Every record below should be repeated exactly, with the pictures left out.

== SUPPLIED DATA ==

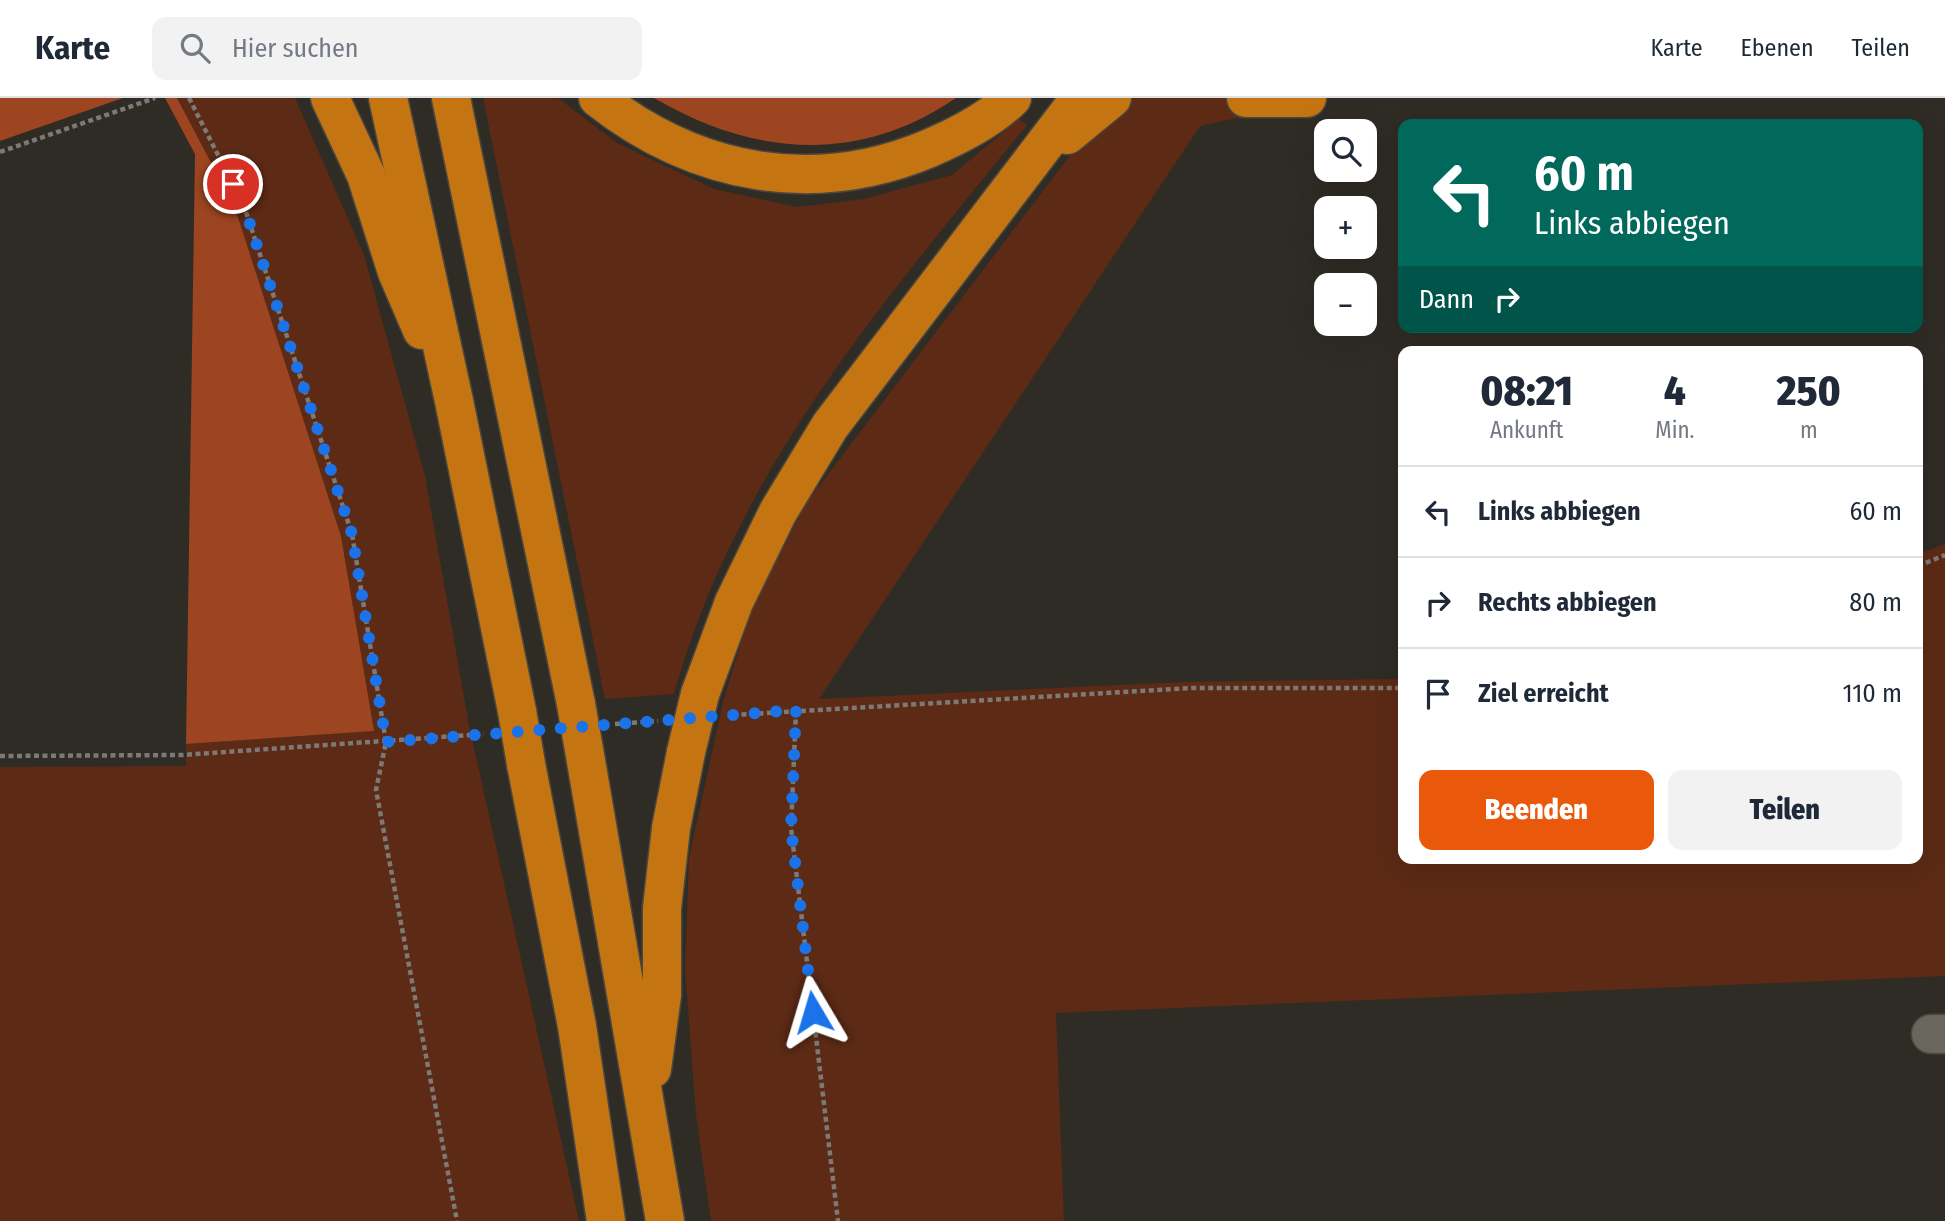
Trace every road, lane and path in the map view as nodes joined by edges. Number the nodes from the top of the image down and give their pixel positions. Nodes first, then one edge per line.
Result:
1 (155, 98) edge
2 (189, 98) edge
3 (330, 98) edge
4 (388, 98) edge
5 (451, 98) edge
6 (598, 98) edge
7 (1012, 98) edge
8 (1080, 98) edge
9 (1112, 98) edge
10 (1246, 98) edge
11 (1307, 98) edge
12 (0, 152) edge
13 (1021, 171) junction
14 (454, 401) junction
15 (1945, 555) edge
16 (1923, 564) edge
17 (1398, 688) edge
18 (714, 705) junction
19 (796, 710) junction
20 (590, 714) junction
21 (659, 721) dead end
22 (506, 722) junction
23 (386, 742) junction
24 (0, 756) edge
25 (647, 1105) junction
26 (457, 1221) edge
27 (606, 1221) edge
28 (665, 1221) edge
29 (838, 1221) edge

1 - 12 path
2 - 23 path
3 - 14 highway
4 - 14 highway
5 - 20 highway
6 - 7 highway
8 - 13 highway
9 - 13 highway
10 - 11 highway
13 - 18 highway
14 - 22 highway
15 - 16 path
17 - 19 path
18 - 19 path
18 - 25 highway, bridge
19 - 29 path
20 - 21 path
20 - 25 highway, bridge
22 - 23 path
22 - 27 highway, bridge
23 - 24 path
23 - 26 path
25 - 28 highway

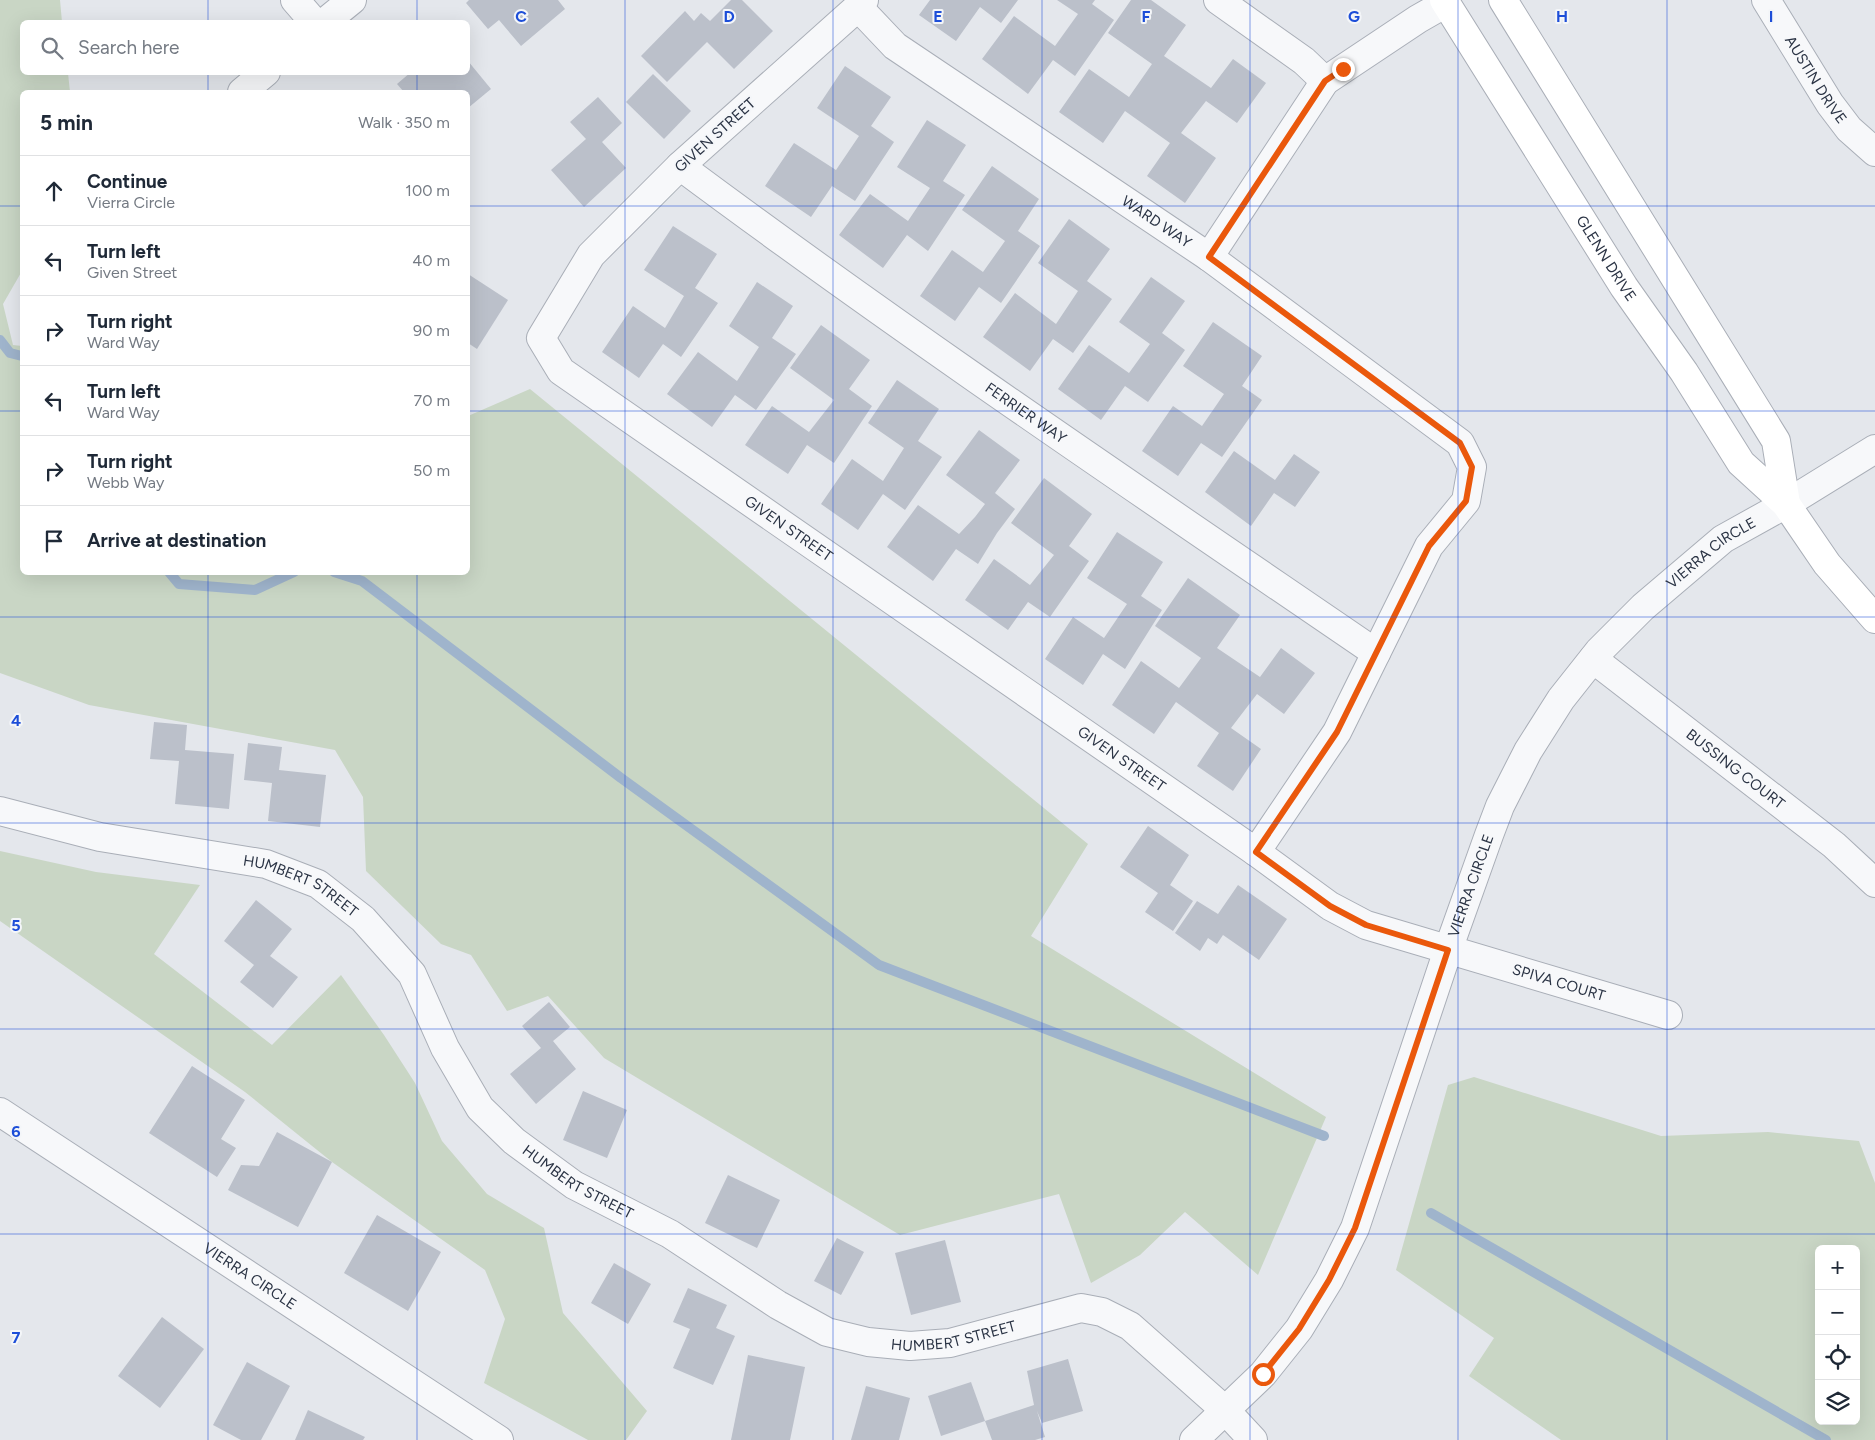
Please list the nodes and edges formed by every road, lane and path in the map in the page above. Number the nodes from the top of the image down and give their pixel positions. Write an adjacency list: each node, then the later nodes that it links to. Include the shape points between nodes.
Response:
1 (295, 0): 8 (street)
2 (352, 0): 9 (street)
3 (1218, 0): 11 (street, via 1304,61)
4 (1503, 0): 17 (street, GLENN DRIVE, via 1776,441)
5 (1766, 0): 13 (street, AUSTIN DRIVE, via 1830,104 1850,129)
6 (1446, 1): 11 (street); 17 (street, GLENN DRIVE, via 1624,287 1684,372 1741,463)
7 (861, 4): 14 (street, GIVEN STREET); 15 (street, WARD WAY, via 895,46)
8 (312, 20)
9 (327, 20)
10 (262, 75): 12 (street)
11 (1325, 81): 15 (street)
12 (244, 90)
13 (1875, 152)
14 (680, 166): 19 (street, FERRIER WAY, via 826,273); 22 (street, GIVEN STREET, via 591,255 541,338 561,371)
15 (1209, 257): 19 (street, WARD WAY, via 1460,443 1472,467 1466,501 1429,546)
16 (1875, 449): 17 (street, VIERRA CIRCLE)
17 (1786, 504): 18 (street, GLENN DRIVE, via 1827,564); 20 (street, VIERRA CIRCLE, via 1723,539 1643,607)
18 (1875, 619)
19 (1376, 653): 22 (street, WARD WAY, via 1337,732)
20 (1592, 659): 23 (street, BUSSING COURT, via 1834,845); 24 (street, VIERRA CIRCLE, via 1561,699 1528,751 1500,806)
21 (0, 811): 27 (street, HUMBERT STREET, via 100,837 266,864 318,884 363,919 412,974 445,1048 480,1108 514,1141 574,1185 670,1234 778,1305 827,1332 868,1342 910,1346 950,1342 1081,1308 1102,1312 1130,1326)
22 (1256, 852): 24 (street, GIVEN STREET, via 1330,906 1366,925)
23 (1875, 883)
24 (1448, 950): 25 (street, SPIVA COURT); 27 (street, VIERRA CIRCLE, via 1355,1228 1299,1329 1263,1374)
25 (1668, 1015)
26 (0, 1112): 28 (street, VIERRA CIRCLE)
27 (1226, 1411): 29 (street, VIERRA CIRCLE); 30 (street, HUMBERT STREET)
28 (499, 1440)
29 (1194, 1440)
30 (1254, 1440)

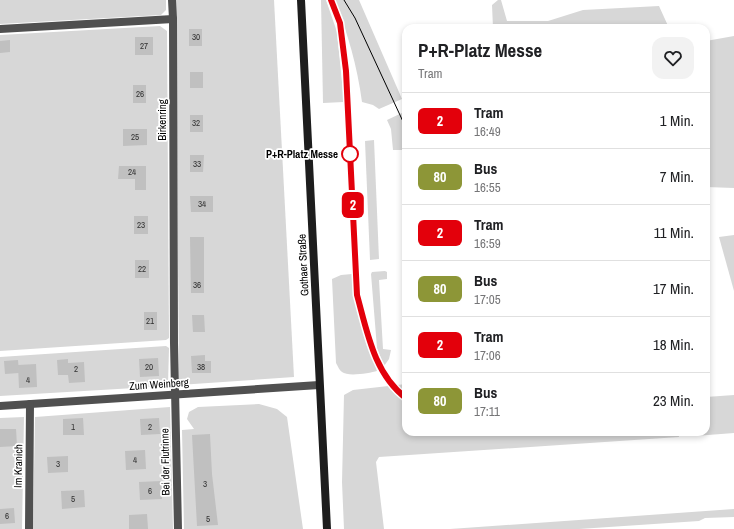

===

== YOUR RESPONSE ==
Trace every road, lane and path in the map view as nodes joined by edges. Number the nodes from the top of the image down and give their pixel positions. Nodes first, then one edge per line.
Result:
1 (155, 98) edge
2 (189, 98) edge
3 (330, 98) edge
4 (388, 98) edge
5 (451, 98) edge
6 (598, 98) edge
7 (1012, 98) edge
8 (1080, 98) edge
9 (1112, 98) edge
10 (1246, 98) edge
11 (1307, 98) edge
12 (0, 152) edge
13 (1021, 171) junction
14 (454, 401) junction
15 (1945, 555) edge
16 (1923, 564) edge
17 (1398, 688) edge
18 (714, 705) junction
19 (796, 710) junction
20 (590, 714) junction
21 (659, 721) dead end
22 (506, 722) junction
23 (386, 742) junction
24 (0, 756) edge
25 (647, 1105) junction
26 (457, 1221) edge
27 (606, 1221) edge
28 (665, 1221) edge
29 (838, 1221) edge

1 - 12 path
2 - 23 path
3 - 14 highway
4 - 14 highway
5 - 20 highway
6 - 7 highway
8 - 13 highway
9 - 13 highway
10 - 11 highway
13 - 18 highway
14 - 22 highway
15 - 16 path
17 - 19 path
18 - 19 path
18 - 25 highway, bridge
19 - 29 path
20 - 21 path
20 - 25 highway, bridge
22 - 23 path
22 - 27 highway, bridge
23 - 24 path
23 - 26 path
25 - 28 highway

Please list the nodes and edges formed by every road, lane and path in the map in the page above. Number the nodes from the top of the image down and give their pixel positions. Write an adjacency list: each node, then the later nodes that it links to. Include the shape points between nodes.
Response:
1 (295, 0): 8 (street)
2 (352, 0): 9 (street)
3 (1218, 0): 11 (street, via 1304,61)
4 (1503, 0): 17 (street, GLENN DRIVE, via 1776,441)
5 (1766, 0): 13 (street, AUSTIN DRIVE, via 1830,104 1850,129)
6 (1446, 1): 11 (street); 17 (street, GLENN DRIVE, via 1624,287 1684,372 1741,463)
7 (861, 4): 14 (street, GIVEN STREET); 15 (street, WARD WAY, via 895,46)
8 (312, 20)
9 (327, 20)
10 (262, 75): 12 (street)
11 (1325, 81): 15 (street)
12 (244, 90)
13 (1875, 152)
14 (680, 166): 19 (street, FERRIER WAY, via 826,273); 22 (street, GIVEN STREET, via 591,255 541,338 561,371)
15 (1209, 257): 19 (street, WARD WAY, via 1460,443 1472,467 1466,501 1429,546)
16 (1875, 449): 17 (street, VIERRA CIRCLE)
17 (1786, 504): 18 (street, GLENN DRIVE, via 1827,564); 20 (street, VIERRA CIRCLE, via 1723,539 1643,607)
18 (1875, 619)
19 (1376, 653): 22 (street, WARD WAY, via 1337,732)
20 (1592, 659): 23 (street, BUSSING COURT, via 1834,845); 24 (street, VIERRA CIRCLE, via 1561,699 1528,751 1500,806)
21 (0, 811): 27 (street, HUMBERT STREET, via 100,837 266,864 318,884 363,919 412,974 445,1048 480,1108 514,1141 574,1185 670,1234 778,1305 827,1332 868,1342 910,1346 950,1342 1081,1308 1102,1312 1130,1326)
22 (1256, 852): 24 (street, GIVEN STREET, via 1330,906 1366,925)
23 (1875, 883)
24 (1448, 950): 25 (street, SPIVA COURT); 27 (street, VIERRA CIRCLE, via 1355,1228 1299,1329 1263,1374)
25 (1668, 1015)
26 (0, 1112): 28 (street, VIERRA CIRCLE)
27 (1226, 1411): 29 (street, VIERRA CIRCLE); 30 (street, HUMBERT STREET)
28 (499, 1440)
29 (1194, 1440)
30 (1254, 1440)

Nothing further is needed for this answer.